Adobe co-founder Dr. Charles Geschke died on Friday at the age of 81 with his family. The company has announced this. Geschke started his career at the Xerox Parc research center. He is one of the fathers of the PDF format.

Charles Geschke, called Chuck, first studied mathematics and classical philology. After teaching mathematics at John Carroll University from 1963 to 1968, he switched to the emerging computer science courses early on and received his doctorate in 1972. In the same year, he started his career as a senior scientist at the Xerox Parc research center in Palo Alto.

Obituary for Dr. Charles Geschke

At Xerox, Geschke then got to know the second founder of Adobe, Dr. John Warnock. In 1982 they left Xerox together to raise Adobe. Dr. Geschke was on the board of the software group until last year when he finally said goodbye.

Obituary by Adobe CEO Shantanu Narayen

In an obituary, the current Adobe CEO Shantanu Narayen looks at the life and work of the founder. In an email to the workforce, it says:

It is with deep sadness that I announce that our beloved co-founder Dr. Chuck Geschke died at the age of 81 and left an indelible mark on our company and the world.
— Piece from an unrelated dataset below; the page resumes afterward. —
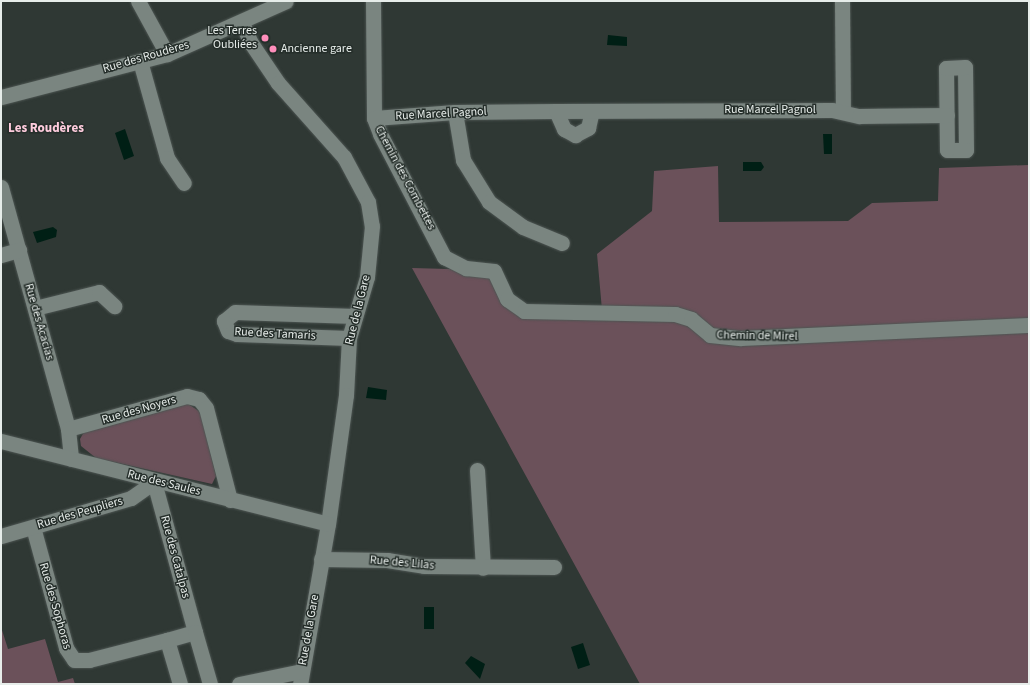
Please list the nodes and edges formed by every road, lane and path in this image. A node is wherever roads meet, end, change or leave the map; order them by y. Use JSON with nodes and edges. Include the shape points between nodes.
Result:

This is a huge loss to the entire Adobe community and technology industry, for which he has been a guide and hero for decades.

As co-founders of Adobe, Chuck and John Warnock pioneered software that revolutionized the way people create and communicate. Their first product was Adobe PostScript, an innovative technology that provided a radically new way to print text and images on paper and started the desktop publishing revolution. Chuck instilled a relentless drive to innovate in the company that led to some of its most transformative software inventions, including the ubiquitous PDF, Acrobat, Illustrator, Premiere Pro, and Photoshop.

In recognition of his technical achievements, Chuck was awarded the prestigious National Medal of Technology and Innovation, the Computer Entrepreneur Award from the IEEE Computer Society, and the American Electronics Association Medal of Honor. After 18 years at the helm of Adobe, Chuck retired in 2000 and served on the board until last year when he moved to the emeritus board of directors.

As much as his inventions changed the world, his focus on people, purpose, and culture has profoundly influenced each of us at Adobe. As he always said, Chuck wanted to create a company he'd love to work for himself. He believed that good ideas come from all over the company and that it doesn't just matter what we do, but how we do it. Throughout his life, he devoted much of his time and talent to various philanthropic and nonprofit organizations.

I spoke to John today and he told me about their five-decade partnership: "In 1982, Chuck and I agreed that we should leave Xerox and start our own business. That was the beginning of Adobe. I would never have imagined having a better, more personable, or more capable business partner. Not having Chuck in our lives will leave a huge void and everyone who knew him will agree with me. "

I admired his brilliance, his kindness, and the values ​​that made up his character and I am grateful that I had the privilege of knowing and working with him. His absence will surely leave a great void in my heart.

As I mourn the loss of my long-time role model, my mentor, and friend, I am comforted by the knowledge that Adobe's best days are still ahead of us - just as Chuck would have liked.